A complete answer retypes each of the records below precisely and includes none of the pictures.

» **INFORMATION**
BEGIN

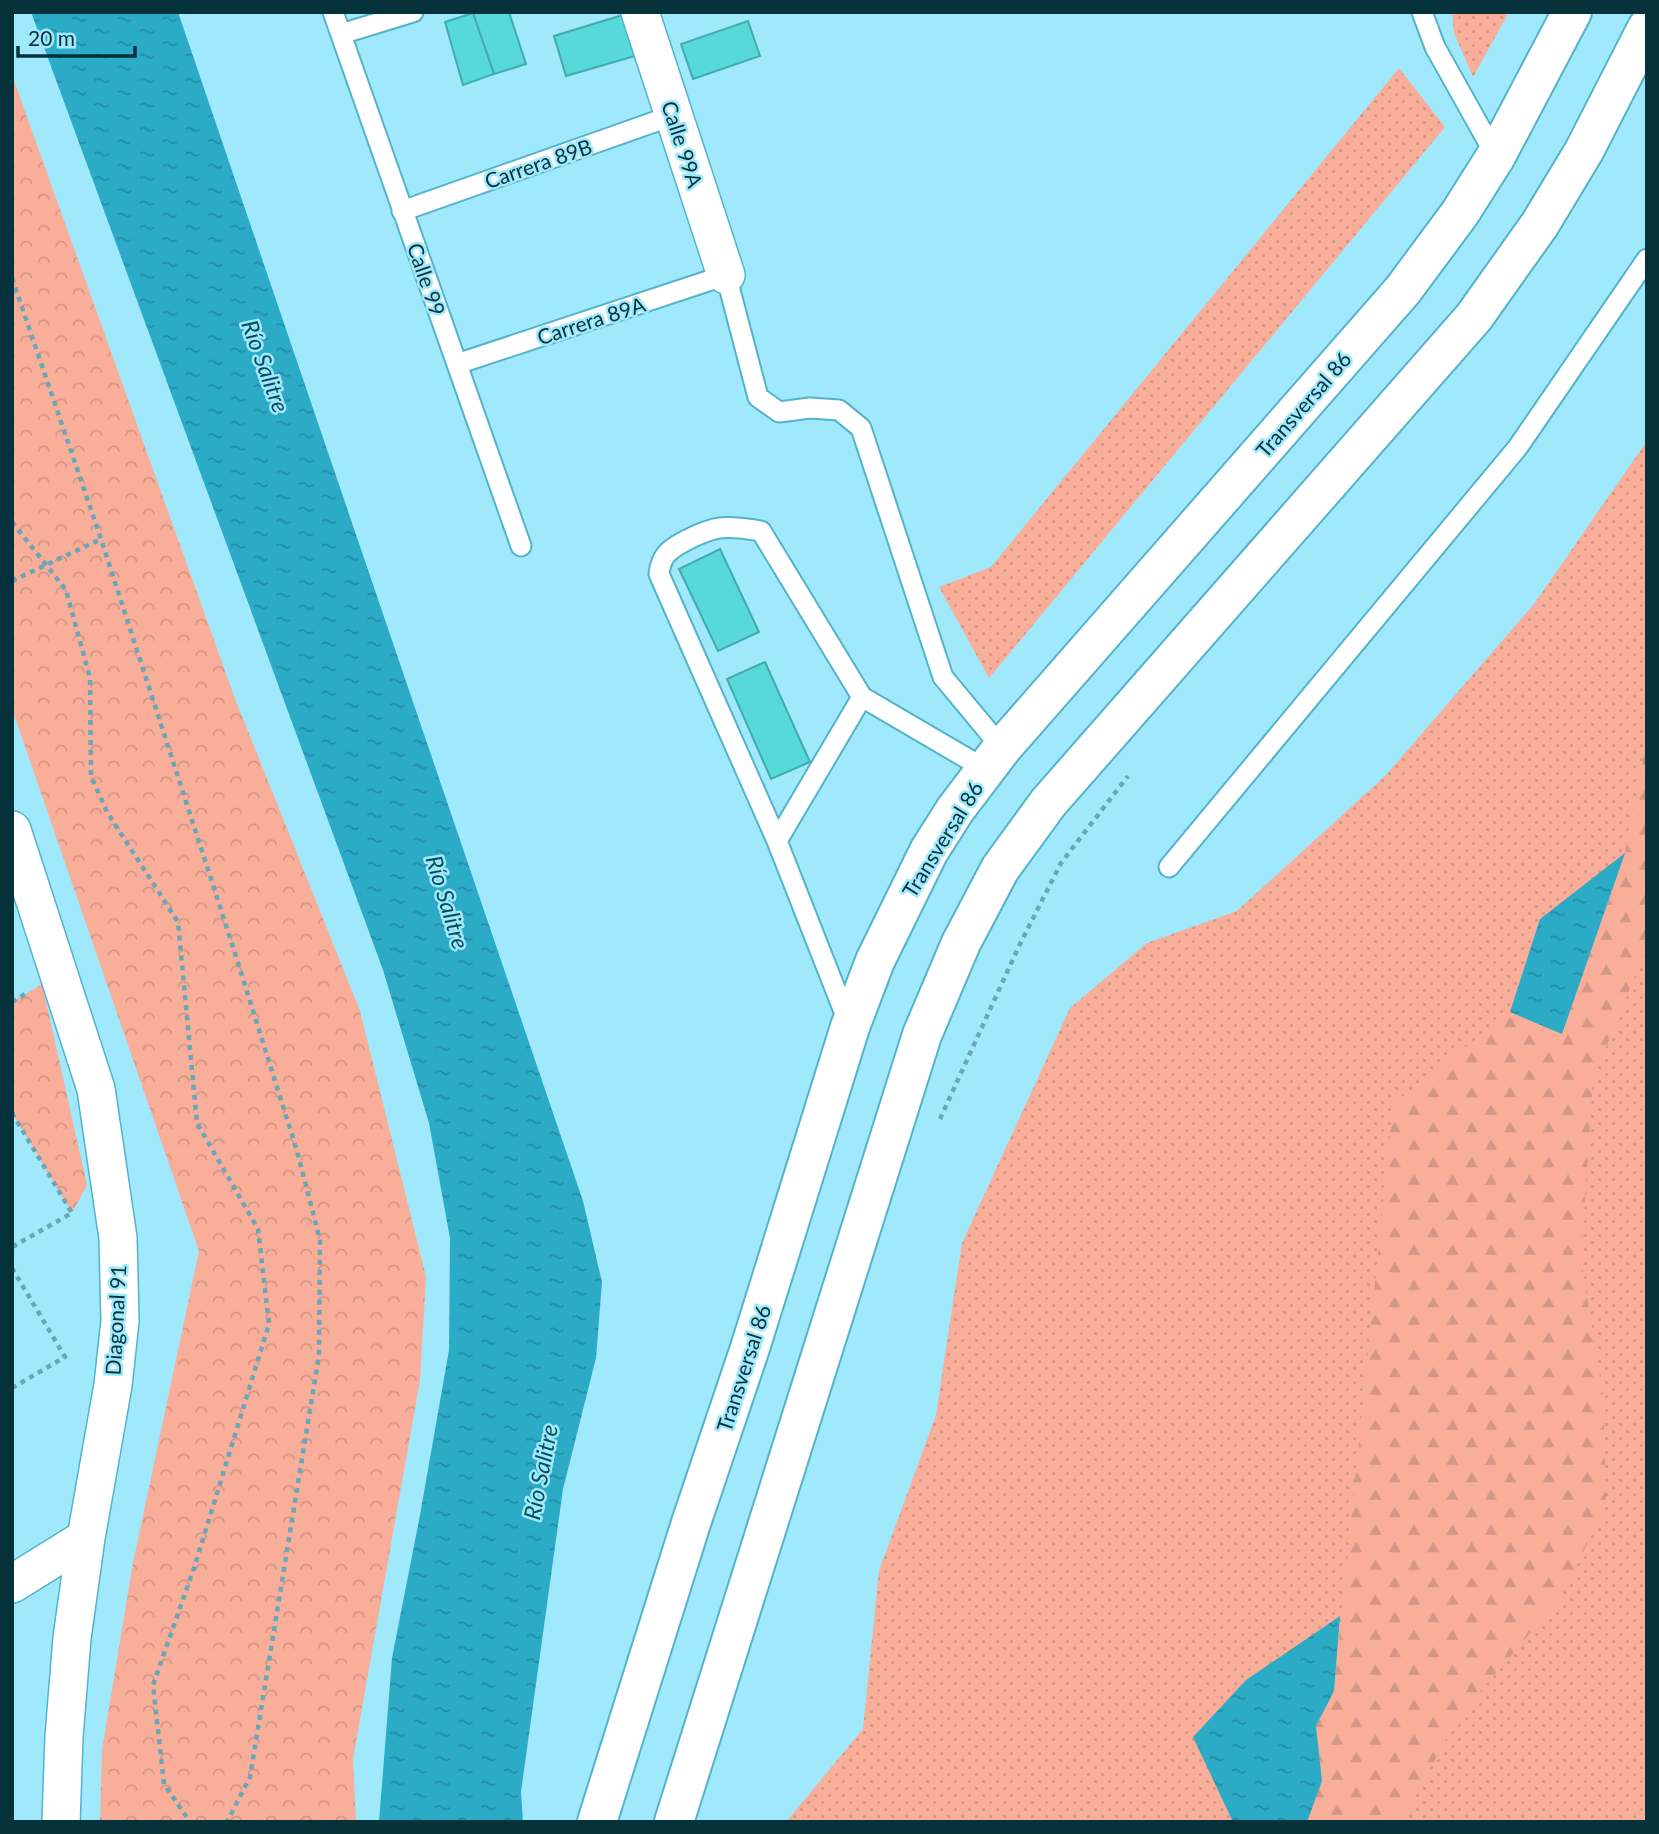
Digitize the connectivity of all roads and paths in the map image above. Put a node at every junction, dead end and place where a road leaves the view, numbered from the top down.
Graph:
1 (333, 12) edge
2 (413, 12) edge
3 (640, 12) edge
4 (1422, 12) edge
5 (1572, 12) edge
6 (1647, 28) edge
7 (341, 34) junction
8 (674, 115) junction
9 (1496, 156) junction
10 (402, 211) junction
11 (1647, 258) edge
12 (726, 275) junction
13 (12, 278) edge
14 (457, 364) junction
15 (12, 522) edge
16 (102, 540) junction
17 (521, 545) dead end
18 (46, 565) junction
19 (12, 581) edge
20 (862, 697) junction
21 (994, 759) junction
22 (1131, 772) dead end
23 (12, 830) edge
24 (778, 841) junction
25 (1169, 867) dead end
26 (850, 1027) junction
27 (12, 1112) edge
28 (936, 1132) dead end
29 (12, 1247) edge
30 (12, 1268) edge
31 (12, 1388) edge
32 (86, 1538) junction
33 (12, 1584) edge
34 (61, 1822) edge
35 (190, 1822) edge
36 (227, 1822) edge
37 (597, 1822) edge
38 (674, 1822) edge

1 - 7 lane, Calle 99
2 - 7 lane
3 - 8 street, Calle 99A
4 - 9 lane
5 - 9 main road, Transversal 86
6 - 38 main road
7 - 10 lane, Calle 99
8 - 10 lane, Carrera 89B
8 - 12 street, Calle 99A
9 - 21 main road, Transversal 86
10 - 14 lane, Calle 99
11 - 25 lane
12 - 14 lane, Carrera 89A
12 - 21 lane
13 - 16 path
14 - 17 lane, Calle 99
15 - 18 path
16 - 18 path
16 - 36 path
18 - 19 path
18 - 35 path
20 - 21 lane
20 - 24 lane
20 - 24 lane
21 - 26 main road, Transversal 86
22 - 28 path
23 - 32 street, Diagonal 91
24 - 26 lane
26 - 37 main road, Transversal 86
27 - 29 path
30 - 31 path
32 - 33 street
32 - 34 street, Diagonal 91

END

» **TASK OUTPUT**
Digitize the connectivity of all roads and paths in the map image above. Put a node at every junction, dead end and place where a road leaves the view, numbered from the top down.
Graph:
1 (333, 12) edge
2 (413, 12) edge
3 (640, 12) edge
4 (1422, 12) edge
5 (1572, 12) edge
6 (1647, 28) edge
7 (341, 34) junction
8 (674, 115) junction
9 (1496, 156) junction
10 (402, 211) junction
11 (1647, 258) edge
12 (726, 275) junction
13 (12, 278) edge
14 (457, 364) junction
15 (12, 522) edge
16 (102, 540) junction
17 (521, 545) dead end
18 (46, 565) junction
19 (12, 581) edge
20 (862, 697) junction
21 (994, 759) junction
22 (1131, 772) dead end
23 (12, 830) edge
24 (778, 841) junction
25 (1169, 867) dead end
26 (850, 1027) junction
27 (12, 1112) edge
28 (936, 1132) dead end
29 (12, 1247) edge
30 (12, 1268) edge
31 (12, 1388) edge
32 (86, 1538) junction
33 (12, 1584) edge
34 (61, 1822) edge
35 (190, 1822) edge
36 (227, 1822) edge
37 (597, 1822) edge
38 (674, 1822) edge

1 - 7 lane, Calle 99
2 - 7 lane
3 - 8 street, Calle 99A
4 - 9 lane
5 - 9 main road, Transversal 86
6 - 38 main road
7 - 10 lane, Calle 99
8 - 10 lane, Carrera 89B
8 - 12 street, Calle 99A
9 - 21 main road, Transversal 86
10 - 14 lane, Calle 99
11 - 25 lane
12 - 14 lane, Carrera 89A
12 - 21 lane
13 - 16 path
14 - 17 lane, Calle 99
15 - 18 path
16 - 18 path
16 - 36 path
18 - 19 path
18 - 35 path
20 - 21 lane
20 - 24 lane
20 - 24 lane
21 - 26 main road, Transversal 86
22 - 28 path
23 - 32 street, Diagonal 91
24 - 26 lane
26 - 37 main road, Transversal 86
27 - 29 path
30 - 31 path
32 - 33 street
32 - 34 street, Diagonal 91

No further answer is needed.